2013-05-28 Thread Daniel Vetter
On Tue, May 28, 2013 at 4:50 PM, Inki Dae  wrote:
> I think I already used reservation stuff any time in that way except
> ww-mutex. And I'm not sure that embedded system really needs ww-mutex. If
> there is any case,
> could you tell me the case? I really need more advice and understanding :)

If you have only one driver, you can get away without ww_mutex.
drm/i915 does it, all buffer state is protected by dev->struct_mutex.
But as soon as you have multiple drivers sharing buffers with dma_buf
things will blow up.

Yep, current prime is broken and can lead to deadlocks.
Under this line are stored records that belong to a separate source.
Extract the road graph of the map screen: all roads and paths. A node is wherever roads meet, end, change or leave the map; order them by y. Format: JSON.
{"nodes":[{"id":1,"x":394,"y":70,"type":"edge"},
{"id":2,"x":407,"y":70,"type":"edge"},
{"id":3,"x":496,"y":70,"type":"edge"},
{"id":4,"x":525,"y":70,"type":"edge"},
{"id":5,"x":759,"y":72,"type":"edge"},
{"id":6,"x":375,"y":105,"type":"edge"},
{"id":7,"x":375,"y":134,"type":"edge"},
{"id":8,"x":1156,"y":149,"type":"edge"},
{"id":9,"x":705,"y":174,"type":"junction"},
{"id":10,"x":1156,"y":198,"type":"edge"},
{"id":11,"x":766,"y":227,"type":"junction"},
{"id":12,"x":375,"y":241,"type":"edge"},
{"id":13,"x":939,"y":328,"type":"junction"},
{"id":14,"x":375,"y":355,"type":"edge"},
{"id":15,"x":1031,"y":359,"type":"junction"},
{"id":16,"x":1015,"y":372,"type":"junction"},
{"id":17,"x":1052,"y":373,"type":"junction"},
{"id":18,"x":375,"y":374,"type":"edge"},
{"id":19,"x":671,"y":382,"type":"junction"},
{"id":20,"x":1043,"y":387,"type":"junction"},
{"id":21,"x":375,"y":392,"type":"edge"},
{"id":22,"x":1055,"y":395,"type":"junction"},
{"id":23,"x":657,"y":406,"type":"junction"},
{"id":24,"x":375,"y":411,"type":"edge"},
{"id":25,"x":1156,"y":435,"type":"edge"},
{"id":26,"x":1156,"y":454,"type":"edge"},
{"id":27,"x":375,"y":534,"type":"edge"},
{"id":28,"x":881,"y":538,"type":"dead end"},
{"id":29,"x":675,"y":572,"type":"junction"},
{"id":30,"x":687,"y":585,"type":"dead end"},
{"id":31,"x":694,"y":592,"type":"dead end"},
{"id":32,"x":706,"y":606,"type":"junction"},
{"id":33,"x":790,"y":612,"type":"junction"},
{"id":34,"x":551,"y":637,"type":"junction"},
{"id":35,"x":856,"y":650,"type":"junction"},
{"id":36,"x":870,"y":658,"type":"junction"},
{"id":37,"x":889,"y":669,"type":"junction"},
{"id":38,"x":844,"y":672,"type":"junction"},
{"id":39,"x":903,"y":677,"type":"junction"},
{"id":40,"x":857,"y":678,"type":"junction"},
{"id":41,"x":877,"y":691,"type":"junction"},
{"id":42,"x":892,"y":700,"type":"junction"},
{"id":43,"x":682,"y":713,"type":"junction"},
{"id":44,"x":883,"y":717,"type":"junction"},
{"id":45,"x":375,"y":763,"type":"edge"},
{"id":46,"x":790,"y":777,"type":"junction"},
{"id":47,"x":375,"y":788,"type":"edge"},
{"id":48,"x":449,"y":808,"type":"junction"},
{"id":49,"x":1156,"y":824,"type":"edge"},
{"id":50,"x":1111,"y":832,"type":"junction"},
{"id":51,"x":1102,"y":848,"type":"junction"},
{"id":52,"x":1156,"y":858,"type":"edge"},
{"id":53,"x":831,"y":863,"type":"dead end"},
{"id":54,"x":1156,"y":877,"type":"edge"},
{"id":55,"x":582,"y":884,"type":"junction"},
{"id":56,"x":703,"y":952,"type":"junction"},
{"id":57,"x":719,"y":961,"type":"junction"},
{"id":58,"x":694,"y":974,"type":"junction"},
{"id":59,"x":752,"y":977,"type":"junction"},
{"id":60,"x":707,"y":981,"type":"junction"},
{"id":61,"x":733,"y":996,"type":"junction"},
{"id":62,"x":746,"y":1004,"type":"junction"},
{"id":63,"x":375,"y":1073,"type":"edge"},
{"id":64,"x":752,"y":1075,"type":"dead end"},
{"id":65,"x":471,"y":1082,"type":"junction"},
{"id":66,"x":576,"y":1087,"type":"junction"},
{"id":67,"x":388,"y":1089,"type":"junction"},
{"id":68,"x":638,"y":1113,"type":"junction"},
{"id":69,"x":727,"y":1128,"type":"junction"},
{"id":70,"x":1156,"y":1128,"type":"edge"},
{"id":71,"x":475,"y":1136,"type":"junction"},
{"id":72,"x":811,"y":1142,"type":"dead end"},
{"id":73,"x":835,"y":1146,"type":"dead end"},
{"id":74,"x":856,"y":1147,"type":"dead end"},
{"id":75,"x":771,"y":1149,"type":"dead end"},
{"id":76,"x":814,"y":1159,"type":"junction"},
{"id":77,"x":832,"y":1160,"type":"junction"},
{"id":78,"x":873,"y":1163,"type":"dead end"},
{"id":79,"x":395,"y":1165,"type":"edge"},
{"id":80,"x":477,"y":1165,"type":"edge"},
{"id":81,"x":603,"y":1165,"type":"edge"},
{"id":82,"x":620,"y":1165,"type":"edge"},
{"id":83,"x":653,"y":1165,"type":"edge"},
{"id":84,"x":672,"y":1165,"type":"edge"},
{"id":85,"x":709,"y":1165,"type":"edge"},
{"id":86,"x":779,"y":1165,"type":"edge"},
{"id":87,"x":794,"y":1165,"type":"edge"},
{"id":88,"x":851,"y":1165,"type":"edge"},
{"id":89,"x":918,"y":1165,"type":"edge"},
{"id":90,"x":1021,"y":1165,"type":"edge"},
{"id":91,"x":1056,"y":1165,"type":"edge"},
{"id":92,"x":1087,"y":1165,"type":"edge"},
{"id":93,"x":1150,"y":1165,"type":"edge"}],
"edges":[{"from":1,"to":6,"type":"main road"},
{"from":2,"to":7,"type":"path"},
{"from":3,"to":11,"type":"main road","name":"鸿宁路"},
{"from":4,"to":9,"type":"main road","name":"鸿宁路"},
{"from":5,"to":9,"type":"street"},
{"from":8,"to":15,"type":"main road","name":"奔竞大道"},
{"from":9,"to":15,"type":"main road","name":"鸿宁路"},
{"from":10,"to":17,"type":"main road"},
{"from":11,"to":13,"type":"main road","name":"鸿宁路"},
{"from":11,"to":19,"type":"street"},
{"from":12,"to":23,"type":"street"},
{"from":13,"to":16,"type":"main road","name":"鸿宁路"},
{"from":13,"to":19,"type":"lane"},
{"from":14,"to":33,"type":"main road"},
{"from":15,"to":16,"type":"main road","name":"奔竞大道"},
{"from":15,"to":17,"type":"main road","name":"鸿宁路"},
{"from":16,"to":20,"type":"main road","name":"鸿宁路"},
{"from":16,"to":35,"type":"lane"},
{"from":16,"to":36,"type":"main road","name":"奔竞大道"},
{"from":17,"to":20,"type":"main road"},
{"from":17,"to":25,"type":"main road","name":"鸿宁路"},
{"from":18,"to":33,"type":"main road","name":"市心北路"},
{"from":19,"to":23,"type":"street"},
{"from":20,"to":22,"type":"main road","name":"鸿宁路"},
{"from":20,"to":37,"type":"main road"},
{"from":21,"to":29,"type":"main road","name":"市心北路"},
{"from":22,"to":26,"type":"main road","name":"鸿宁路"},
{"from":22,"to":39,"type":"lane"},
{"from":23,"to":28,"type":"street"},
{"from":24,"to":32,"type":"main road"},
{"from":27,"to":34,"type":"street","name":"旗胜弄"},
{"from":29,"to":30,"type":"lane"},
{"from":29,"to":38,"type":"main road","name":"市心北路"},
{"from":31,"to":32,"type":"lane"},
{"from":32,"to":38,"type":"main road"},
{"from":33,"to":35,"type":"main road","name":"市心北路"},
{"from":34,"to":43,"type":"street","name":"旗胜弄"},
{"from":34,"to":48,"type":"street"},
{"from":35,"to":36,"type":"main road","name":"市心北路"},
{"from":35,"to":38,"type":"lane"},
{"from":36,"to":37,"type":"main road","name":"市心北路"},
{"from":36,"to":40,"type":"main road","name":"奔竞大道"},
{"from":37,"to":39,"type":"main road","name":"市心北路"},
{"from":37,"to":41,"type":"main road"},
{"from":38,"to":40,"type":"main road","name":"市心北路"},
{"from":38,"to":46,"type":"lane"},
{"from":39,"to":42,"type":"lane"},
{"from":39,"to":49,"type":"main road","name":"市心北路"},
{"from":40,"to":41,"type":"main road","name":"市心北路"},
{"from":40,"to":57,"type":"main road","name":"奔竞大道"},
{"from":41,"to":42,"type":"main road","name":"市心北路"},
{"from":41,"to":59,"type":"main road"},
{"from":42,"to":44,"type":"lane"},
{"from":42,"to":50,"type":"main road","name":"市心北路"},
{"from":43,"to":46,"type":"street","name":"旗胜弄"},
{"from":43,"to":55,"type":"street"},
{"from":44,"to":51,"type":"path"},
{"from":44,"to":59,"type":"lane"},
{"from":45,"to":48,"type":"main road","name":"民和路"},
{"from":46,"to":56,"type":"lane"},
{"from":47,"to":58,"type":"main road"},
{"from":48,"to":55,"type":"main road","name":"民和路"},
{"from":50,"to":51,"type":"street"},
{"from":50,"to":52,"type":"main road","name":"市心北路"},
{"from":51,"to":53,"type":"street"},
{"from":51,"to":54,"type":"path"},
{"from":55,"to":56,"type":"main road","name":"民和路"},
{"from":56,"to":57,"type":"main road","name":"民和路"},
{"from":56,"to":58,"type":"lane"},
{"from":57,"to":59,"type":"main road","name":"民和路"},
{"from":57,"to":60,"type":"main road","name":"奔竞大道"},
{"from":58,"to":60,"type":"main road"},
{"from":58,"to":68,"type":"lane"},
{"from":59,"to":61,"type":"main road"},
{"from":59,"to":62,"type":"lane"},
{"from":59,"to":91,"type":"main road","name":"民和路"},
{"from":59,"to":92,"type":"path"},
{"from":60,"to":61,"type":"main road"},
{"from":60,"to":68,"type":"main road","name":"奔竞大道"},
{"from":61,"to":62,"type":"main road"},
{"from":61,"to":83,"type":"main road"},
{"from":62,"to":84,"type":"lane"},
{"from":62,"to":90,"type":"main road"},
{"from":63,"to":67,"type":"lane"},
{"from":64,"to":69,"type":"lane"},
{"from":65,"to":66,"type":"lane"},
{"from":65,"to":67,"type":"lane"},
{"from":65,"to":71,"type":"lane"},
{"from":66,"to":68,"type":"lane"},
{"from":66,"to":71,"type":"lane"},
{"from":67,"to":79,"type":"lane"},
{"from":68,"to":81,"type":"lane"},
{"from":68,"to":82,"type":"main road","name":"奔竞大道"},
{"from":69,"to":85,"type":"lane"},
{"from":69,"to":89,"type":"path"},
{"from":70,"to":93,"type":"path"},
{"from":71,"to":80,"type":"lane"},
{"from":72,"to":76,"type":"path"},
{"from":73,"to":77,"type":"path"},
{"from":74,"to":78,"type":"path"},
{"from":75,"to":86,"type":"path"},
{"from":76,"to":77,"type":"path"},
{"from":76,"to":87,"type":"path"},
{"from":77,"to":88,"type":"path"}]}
In practice it doesn't (yet) matter since only the X server does the
sharing dance, and that one's single-threaded. Now you can claim that
since you have all buffers pinned in embedded gfx anyway, you don't
care. But both in desktop gfx and embedded gfx the real fun starts
once you put fences into the mix and link them up with buffers, then
every command submission risks that deadlock. Furthermore you can get
unlucky and construct a circle of fences waiting on each another (only
though if the fence singalling fires off the next batchbuffer
asynchronously).

To prevent such deadlocks you _absolutely_ need to lock _all_ buffers
that take part in a command submission at once. To do that you either
need a global lock (ugh) or ww_mutexes.

So ww_mutexes are the fundamental ingredient of all this, if you don't
see why you need them then everything piled on top is broken. I think
until you've understood why exactly we need ww_mutexes there's not
much point in discussing the finer issues of fences, reservation
objects and how to integrate it with dma_bufs exactly.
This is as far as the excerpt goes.